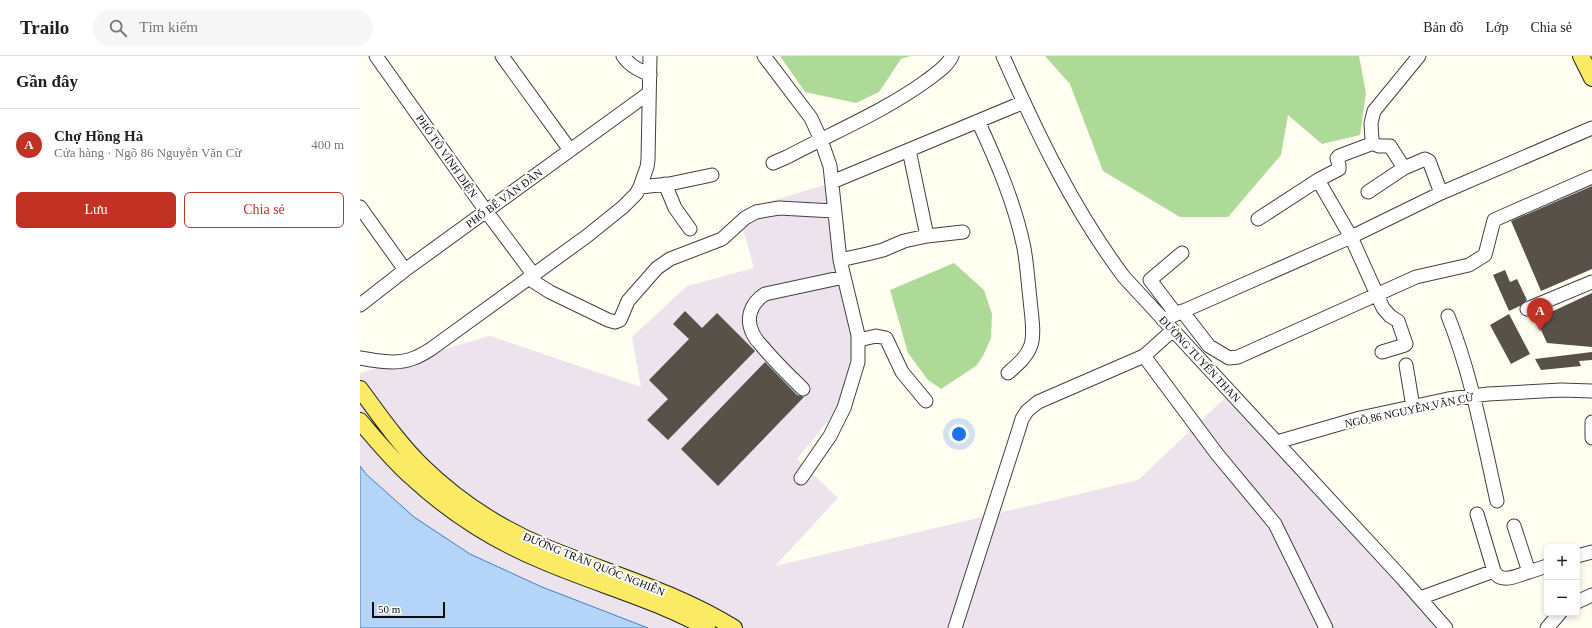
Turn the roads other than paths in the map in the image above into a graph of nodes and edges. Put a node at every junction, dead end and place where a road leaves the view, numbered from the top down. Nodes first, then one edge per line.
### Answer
1 (376, 56) edge
2 (502, 56) edge
3 (622, 56) edge
4 (650, 56) edge
5 (764, 56) edge
6 (952, 56) edge
7 (1003, 56) edge
8 (1581, 56) edge
9 (1413, 58) edge
10 (650, 75) junction
11 (1592, 78) edge
12 (649, 93) junction
13 (1024, 102) junction
14 (978, 121) junction
15 (1592, 128) edge
16 (821, 140) junction
17 (1372, 143) junction
18 (570, 150) junction
19 (909, 150) junction
20 (773, 163) dead end
21 (1404, 168) junction
22 (712, 175) dead end
23 (1592, 177) edge
24 (1318, 180) junction
25 (832, 182) junction
26 (664, 184) junction
27 (640, 187) junction
28 (1368, 192) dead end
29 (1441, 193) junction
30 (360, 207) edge
31 (486, 211) junction
32 (834, 211) junction
33 (1258, 219) dead end
34 (690, 229) dead end
35 (962, 232) dead end
36 (927, 236) junction
37 (1351, 237) junction
38 (1182, 253) dead end
39 (840, 260) junction
40 (405, 270) junction
41 (531, 276) junction
42 (844, 277) junction
43 (1592, 282) edge
44 (1378, 295) junction
45 (360, 305) edge
46 (1527, 309) dead end
47 (1179, 313) junction
48 (1448, 316) dead end
49 (1163, 320) junction
50 (1170, 333) junction
51 (859, 340) junction
52 (1382, 352) dead end
53 (1221, 354) junction
54 (1144, 356) junction
55 (360, 358) edge
56 (1406, 365) dead end
57 (1207, 367) junction
58 (1008, 373) dead end
59 (360, 389) edge
60 (803, 389) dead end
61 (1592, 391) edge
62 (1474, 396) junction
63 (926, 401) dead end
64 (1413, 407) junction
65 (360, 421) edge
66 (1592, 422) edge
67 (1592, 438) edge
68 (1276, 442) junction
69 (801, 478) dead end
70 (1497, 501) dead end
71 (1477, 514) dead end
72 (1514, 526) dead end
73 (1592, 552) edge
74 (1580, 555) edge
75 (1544, 567) edge
76 (1494, 571) junction
77 (1529, 572) junction
78 (1592, 595) edge
79 (1420, 598) junction
80 (1580, 601) edge
81 (1557, 616) edge
82 (707, 628) edge
83 (734, 628) edge
84 (955, 628) edge
85 (1326, 628) edge
86 (1446, 628) edge
87 (1547, 628) edge

1 - 31 street, PHỐ TÔ VĨNH DIỆN
2 - 18 street
3 - 10 street
4 - 10 street
5 - 16 street
6 - 16 street
7 - 13 street, ĐƯỜNG TUYỂN THAN
8 - 11 main road
9 - 17 street
10 - 12 street
12 - 18 street, PHỐ BẾ VĂN ĐÀN
12 - 27 street
13 - 14 street
13 - 49 street, ĐƯỜNG TUYỂN THAN
14 - 19 street
14 - 58 street
15 - 29 street
16 - 20 street
16 - 25 street
17 - 21 street
17 - 24 street
18 - 31 street, PHỐ BẾ VĂN ĐÀN
19 - 25 street
19 - 36 street
21 - 28 street
21 - 29 street
22 - 26 street
23 - 44 street
24 - 33 street
24 - 37 street
25 - 32 street
26 - 27 street
26 - 34 street
27 - 41 street
29 - 37 street
30 - 40 street
31 - 40 street, PHỐ BẾ VĂN ĐÀN
31 - 41 street, PHỐ TÔ VĨNH DIỆN
32 - 39 street
32 - 41 street
35 - 36 street
36 - 39 street
37 - 44 street
37 - 47 street
38 - 47 street
39 - 42 street
40 - 45 street, PHỐ BẾ VĂN ĐÀN
41 - 55 street
42 - 51 street
42 - 60 street
43 - 46 street
44 - 52 street
44 - 53 street
47 - 49 street
47 - 53 street
48 - 62 street
49 - 50 street, ĐƯỜNG TUYỂN THAN
50 - 54 street
50 - 57 street, ĐƯỜNG TUYỂN THAN
51 - 63 street
51 - 69 street
53 - 57 street
54 - 84 street
54 - 85 street
56 - 64 street
57 - 68 street, ĐƯỜNG TUYỂN THAN
59 - 83 main road, ĐƯỜNG TRẦN QUỐC NGHIỄN
61 - 62 street, NGÕ 86 NGUYỄN VĂN CỪ
62 - 64 street, NGÕ 86 NGUYỄN VĂN CỪ
62 - 70 street
64 - 68 street, NGÕ 86 NGUYỄN VĂN CỪ
65 - 82 main road, ĐƯỜNG TRẦN QUỐC NGHIỄN
66 - 67 street
68 - 79 street, ĐƯỜNG TUYỂN THAN
71 - 76 street
72 - 77 street
73 - 74 street
75 - 77 street
76 - 77 street
76 - 79 street
78 - 80 street
79 - 86 street, ĐƯỜNG TUYỂN THAN
81 - 87 street

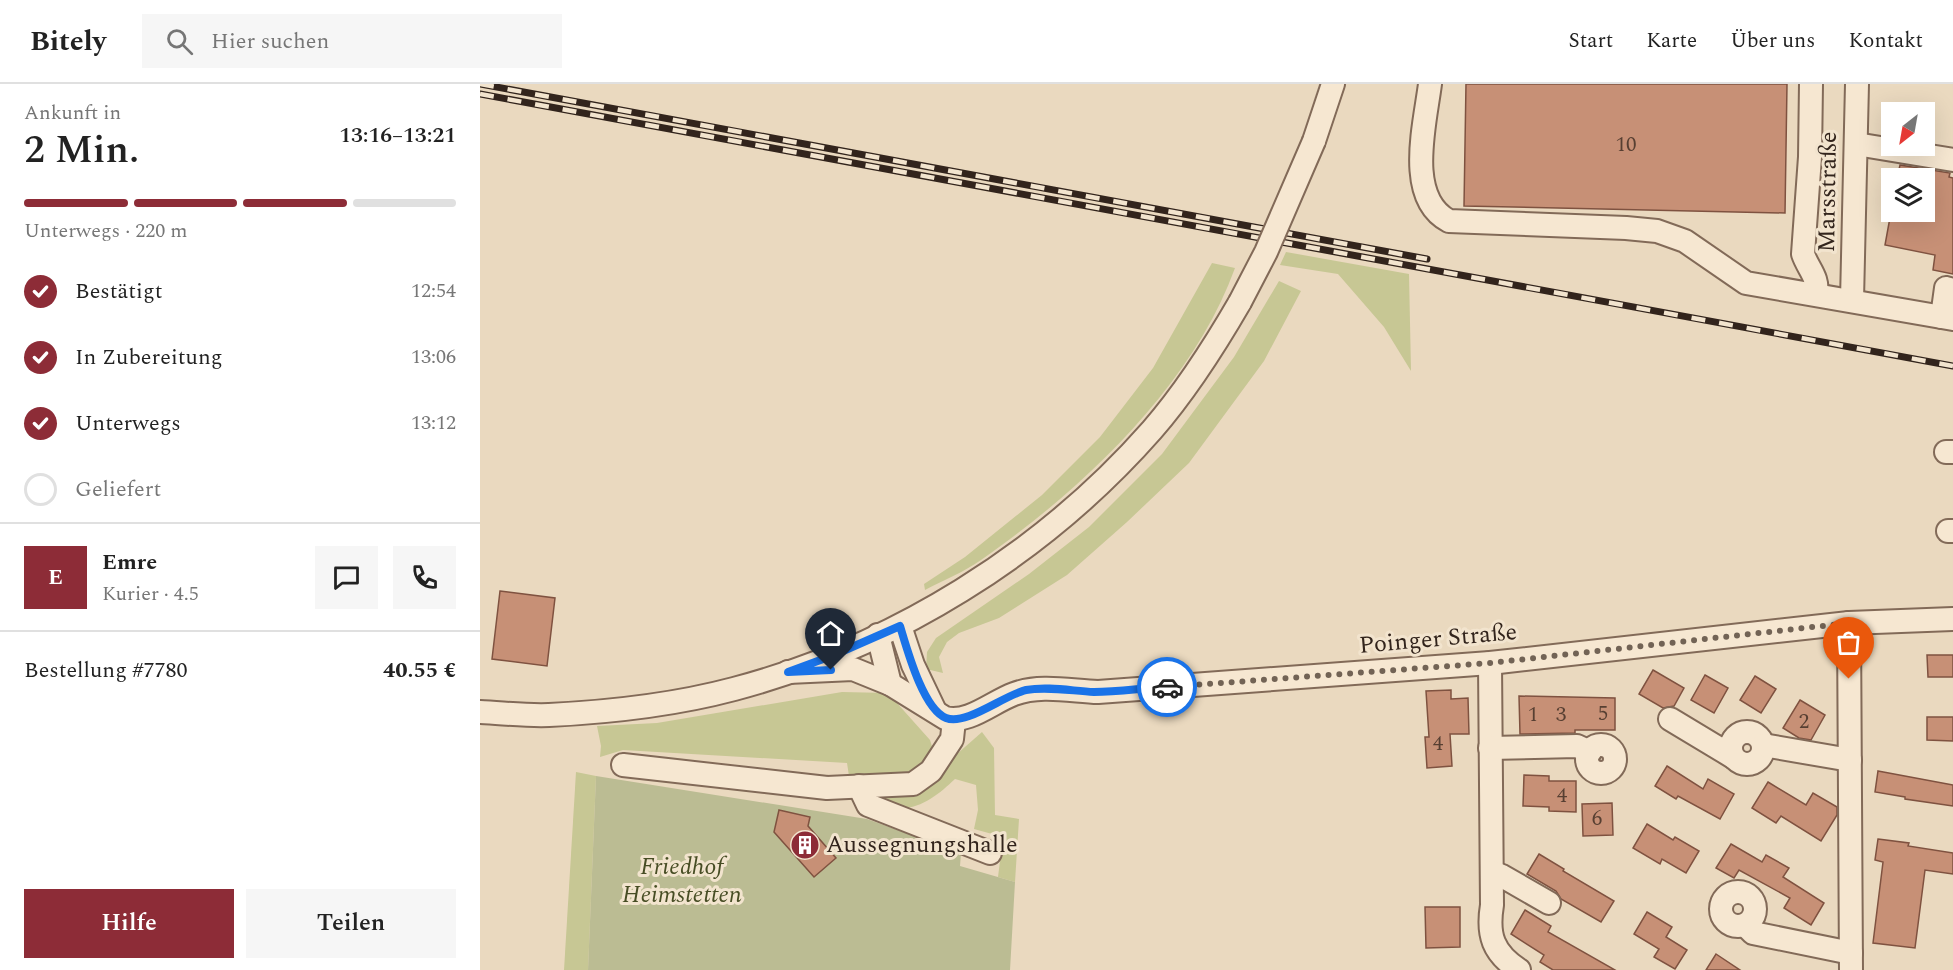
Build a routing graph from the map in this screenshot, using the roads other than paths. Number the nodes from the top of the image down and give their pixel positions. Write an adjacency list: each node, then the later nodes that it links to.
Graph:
1 (1333, 84): 13 (street, bridge)
2 (1430, 84): 8 (street)
3 (1811, 84): 8 (street)
4 (1857, 84): 5 (street, Marsstraße)
5 (1856, 144): 6 (street); 9 (street, Marsstraße)
6 (1953, 160)
7 (1953, 290): 10 (street)
8 (1816, 294): 9 (street)
9 (1852, 300): 10 (street)
10 (1947, 318)
11 (1953, 619): 12 (street, Poinger Straße)
12 (1849, 623): 15 (street, Poinger Straße); 23 (street)
13 (900, 626): 14 (street); 19 (street)
14 (878, 635): 16 (street); 17 (street)
15 (1490, 663): 19 (street, Poinger Straße); 21 (street)
16 (788, 672): 17 (street); 18 (street)
17 (890, 684): 19 (street)
18 (480, 712)
19 (944, 716): 25 (street)
20 (1670, 719): 23 (street)
21 (1490, 748): 22 (street); 27 (street)
22 (1590, 752)
23 (1850, 760): 30 (street)
24 (623, 765): 25 (street)
25 (859, 786): 26 (street)
26 (990, 853)
27 (1492, 872): 28 (street); 31 (street)
28 (1549, 903)
29 (1745, 925): 30 (street)
30 (1851, 962)
31 (1519, 970)

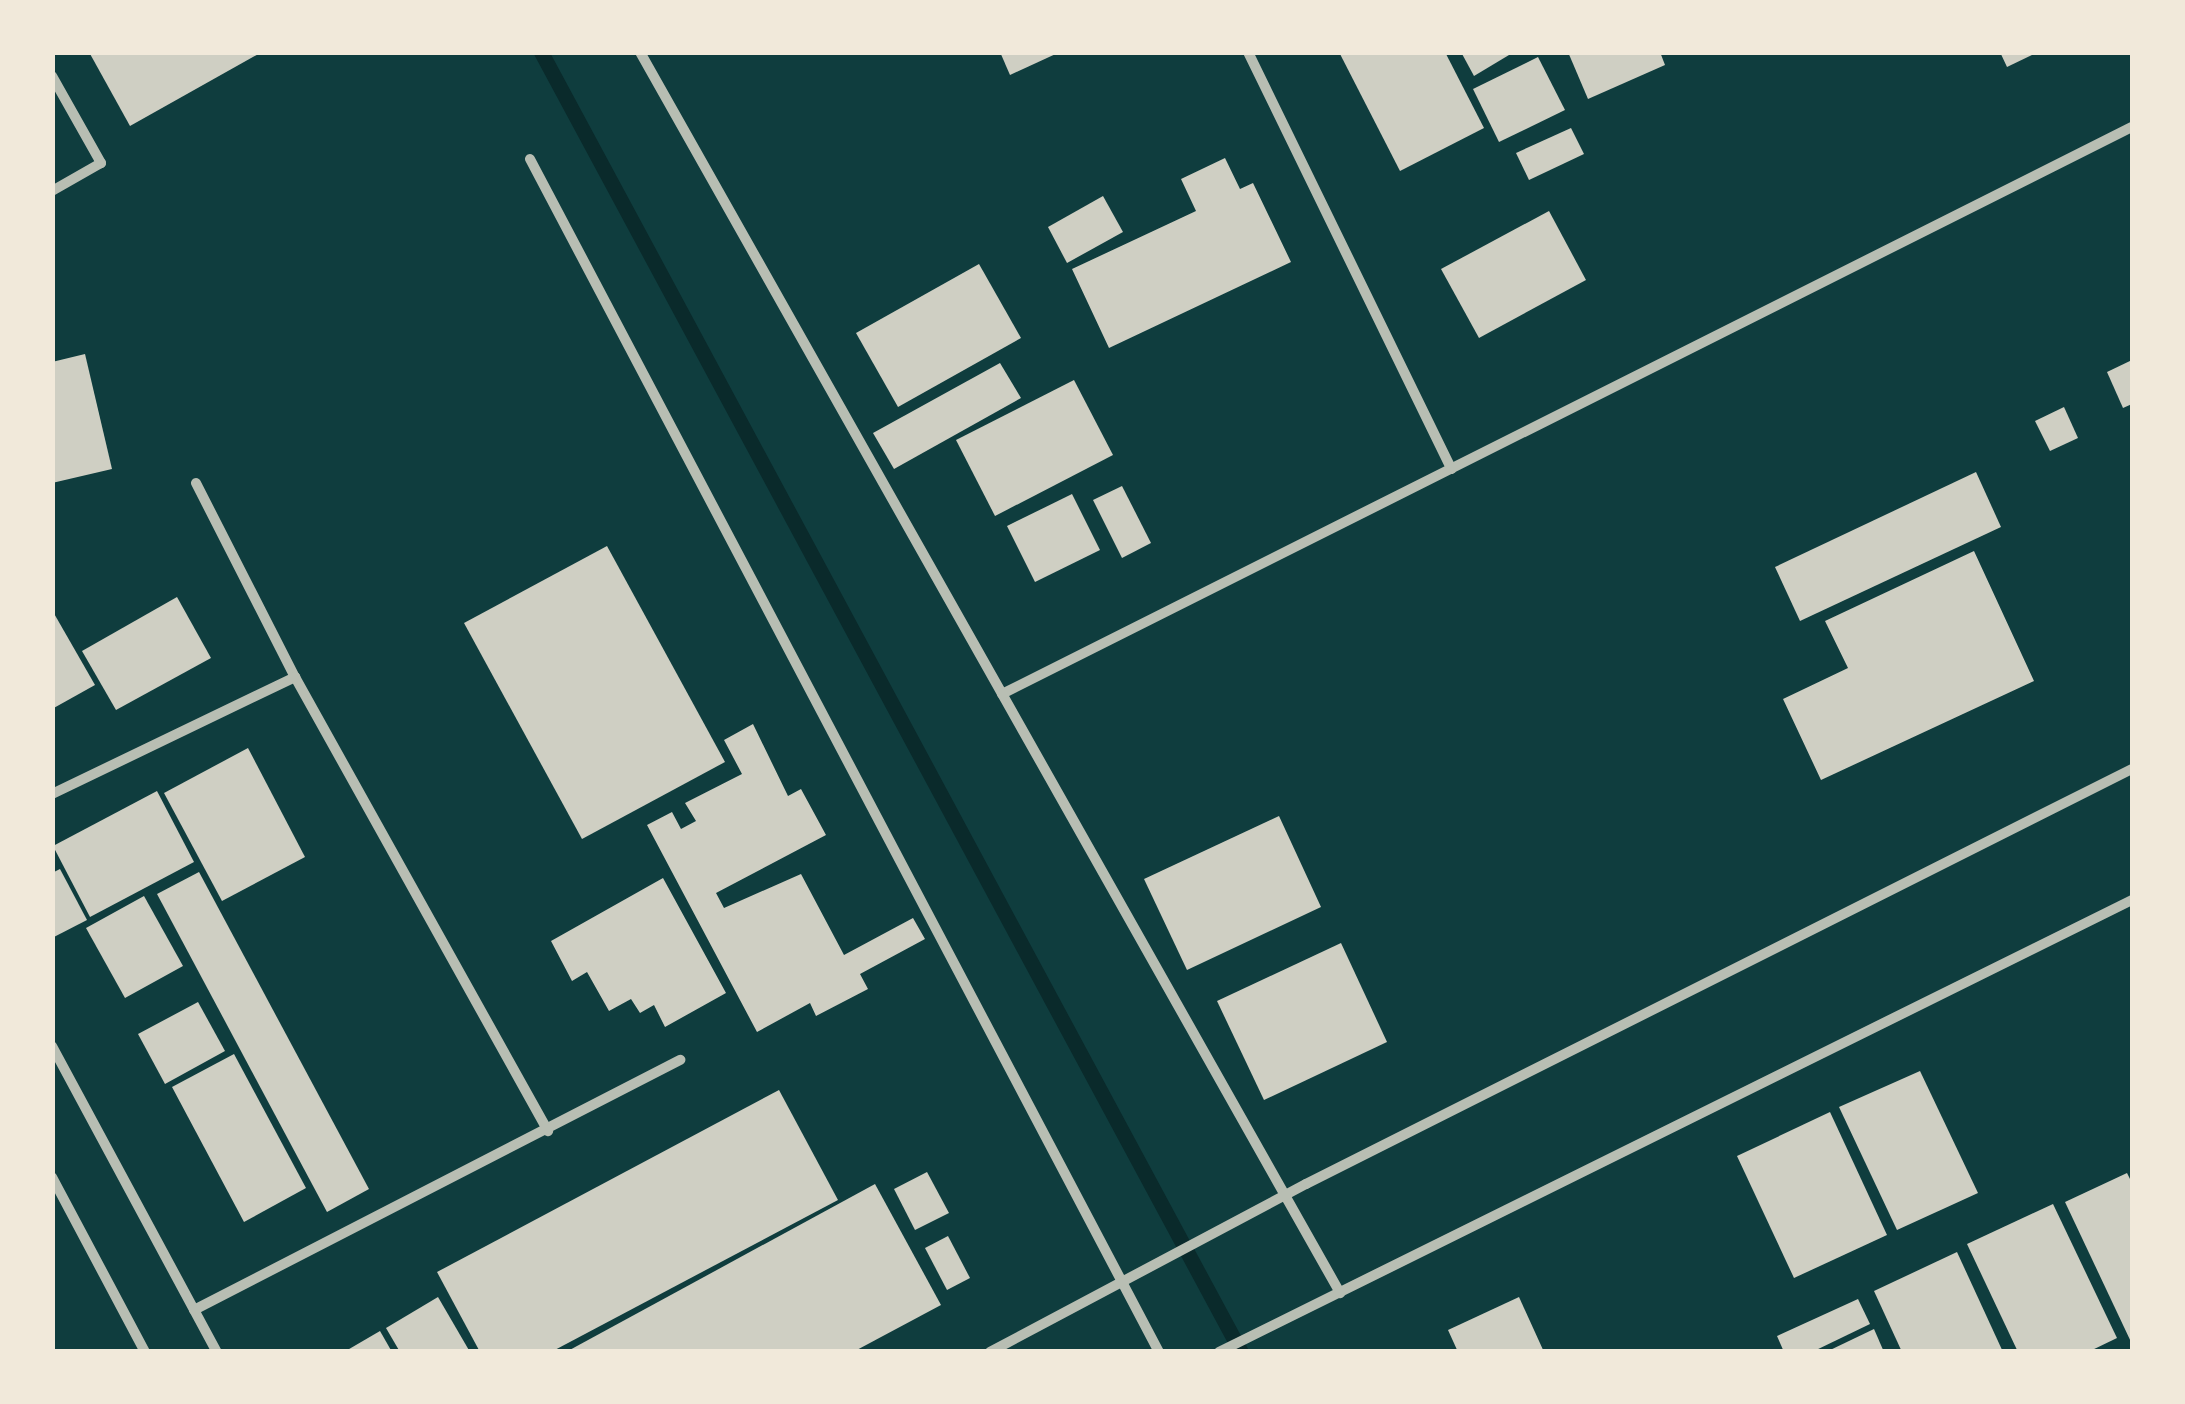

**Exercise aim**
Leave the images out and transcribe the rest of the material exactly.

**Answer space**
Turn the roads other than paths in the map in the image above into a graph of nodes and edges. Put a node at every junction, dead end and place where a road leaves the view, numbered from the top down. Nodes first, then one edge per line.
### Answer
1 (376, 56) edge
2 (502, 56) edge
3 (622, 56) edge
4 (650, 56) edge
5 (764, 56) edge
6 (952, 56) edge
7 (1003, 56) edge
8 (1581, 56) edge
9 (1413, 58) edge
10 (650, 75) junction
11 (1592, 78) edge
12 (649, 93) junction
13 (1024, 102) junction
14 (978, 121) junction
15 (1592, 128) edge
16 (821, 140) junction
17 (1372, 143) junction
18 (570, 150) junction
19 (909, 150) junction
20 (773, 163) dead end
21 (1404, 168) junction
22 (712, 175) dead end
23 (1592, 177) edge
24 (1318, 180) junction
25 (832, 182) junction
26 (664, 184) junction
27 (640, 187) junction
28 (1368, 192) dead end
29 (1441, 193) junction
30 (360, 207) edge
31 (486, 211) junction
32 (834, 211) junction
33 (1258, 219) dead end
34 (690, 229) dead end
35 (962, 232) dead end
36 (927, 236) junction
37 (1351, 237) junction
38 (1182, 253) dead end
39 (840, 260) junction
40 (405, 270) junction
41 (531, 276) junction
42 (844, 277) junction
43 (1592, 282) edge
44 (1378, 295) junction
45 (360, 305) edge
46 (1527, 309) dead end
47 (1179, 313) junction
48 (1448, 316) dead end
49 (1163, 320) junction
50 (1170, 333) junction
51 (859, 340) junction
52 (1382, 352) dead end
53 (1221, 354) junction
54 (1144, 356) junction
55 (360, 358) edge
56 (1406, 365) dead end
57 (1207, 367) junction
58 (1008, 373) dead end
59 (360, 389) edge
60 (803, 389) dead end
61 (1592, 391) edge
62 (1474, 396) junction
63 (926, 401) dead end
64 (1413, 407) junction
65 (360, 421) edge
66 (1592, 422) edge
67 (1592, 438) edge
68 (1276, 442) junction
69 (801, 478) dead end
70 (1497, 501) dead end
71 (1477, 514) dead end
72 (1514, 526) dead end
73 (1592, 552) edge
74 (1580, 555) edge
75 (1544, 567) edge
76 (1494, 571) junction
77 (1529, 572) junction
78 (1592, 595) edge
79 (1420, 598) junction
80 (1580, 601) edge
81 (1557, 616) edge
82 (707, 628) edge
83 (734, 628) edge
84 (955, 628) edge
85 (1326, 628) edge
86 (1446, 628) edge
87 (1547, 628) edge

1 - 31 street, PHỐ TÔ VĨNH DIỆN
2 - 18 street
3 - 10 street
4 - 10 street
5 - 16 street
6 - 16 street
7 - 13 street, ĐƯỜNG TUYỂN THAN
8 - 11 main road
9 - 17 street
10 - 12 street
12 - 18 street, PHỐ BẾ VĂN ĐÀN
12 - 27 street
13 - 14 street
13 - 49 street, ĐƯỜNG TUYỂN THAN
14 - 19 street
14 - 58 street
15 - 29 street
16 - 20 street
16 - 25 street
17 - 21 street
17 - 24 street
18 - 31 street, PHỐ BẾ VĂN ĐÀN
19 - 25 street
19 - 36 street
21 - 28 street
21 - 29 street
22 - 26 street
23 - 44 street
24 - 33 street
24 - 37 street
25 - 32 street
26 - 27 street
26 - 34 street
27 - 41 street
29 - 37 street
30 - 40 street
31 - 40 street, PHỐ BẾ VĂN ĐÀN
31 - 41 street, PHỐ TÔ VĨNH DIỆN
32 - 39 street
32 - 41 street
35 - 36 street
36 - 39 street
37 - 44 street
37 - 47 street
38 - 47 street
39 - 42 street
40 - 45 street, PHỐ BẾ VĂN ĐÀN
41 - 55 street
42 - 51 street
42 - 60 street
43 - 46 street
44 - 52 street
44 - 53 street
47 - 49 street
47 - 53 street
48 - 62 street
49 - 50 street, ĐƯỜNG TUYỂN THAN
50 - 54 street
50 - 57 street, ĐƯỜNG TUYỂN THAN
51 - 63 street
51 - 69 street
53 - 57 street
54 - 84 street
54 - 85 street
56 - 64 street
57 - 68 street, ĐƯỜNG TUYỂN THAN
59 - 83 main road, ĐƯỜNG TRẦN QUỐC NGHIỄN
61 - 62 street, NGÕ 86 NGUYỄN VĂN CỪ
62 - 64 street, NGÕ 86 NGUYỄN VĂN CỪ
62 - 70 street
64 - 68 street, NGÕ 86 NGUYỄN VĂN CỪ
65 - 82 main road, ĐƯỜNG TRẦN QUỐC NGHIỄN
66 - 67 street
68 - 79 street, ĐƯỜNG TUYỂN THAN
71 - 76 street
72 - 77 street
73 - 74 street
75 - 77 street
76 - 77 street
76 - 79 street
78 - 80 street
79 - 86 street, ĐƯỜNG TUYỂN THAN
81 - 87 street

Build a routing graph from the map in this screenshot, using the roads other than paths. Number the nodes from the top of the image down and give their pixel positions. Write an adjacency list: each node, then the later nodes that it links to.
Graph:
1 (1333, 84): 13 (street, bridge)
2 (1430, 84): 8 (street)
3 (1811, 84): 8 (street)
4 (1857, 84): 5 (street, Marsstraße)
5 (1856, 144): 6 (street); 9 (street, Marsstraße)
6 (1953, 160)
7 (1953, 290): 10 (street)
8 (1816, 294): 9 (street)
9 (1852, 300): 10 (street)
10 (1947, 318)
11 (1953, 619): 12 (street, Poinger Straße)
12 (1849, 623): 15 (street, Poinger Straße); 23 (street)
13 (900, 626): 14 (street); 19 (street)
14 (878, 635): 16 (street); 17 (street)
15 (1490, 663): 19 (street, Poinger Straße); 21 (street)
16 (788, 672): 17 (street); 18 (street)
17 (890, 684): 19 (street)
18 (480, 712)
19 (944, 716): 25 (street)
20 (1670, 719): 23 (street)
21 (1490, 748): 22 (street); 27 (street)
22 (1590, 752)
23 (1850, 760): 30 (street)
24 (623, 765): 25 (street)
25 (859, 786): 26 (street)
26 (990, 853)
27 (1492, 872): 28 (street); 31 (street)
28 (1549, 903)
29 (1745, 925): 30 (street)
30 (1851, 962)
31 (1519, 970)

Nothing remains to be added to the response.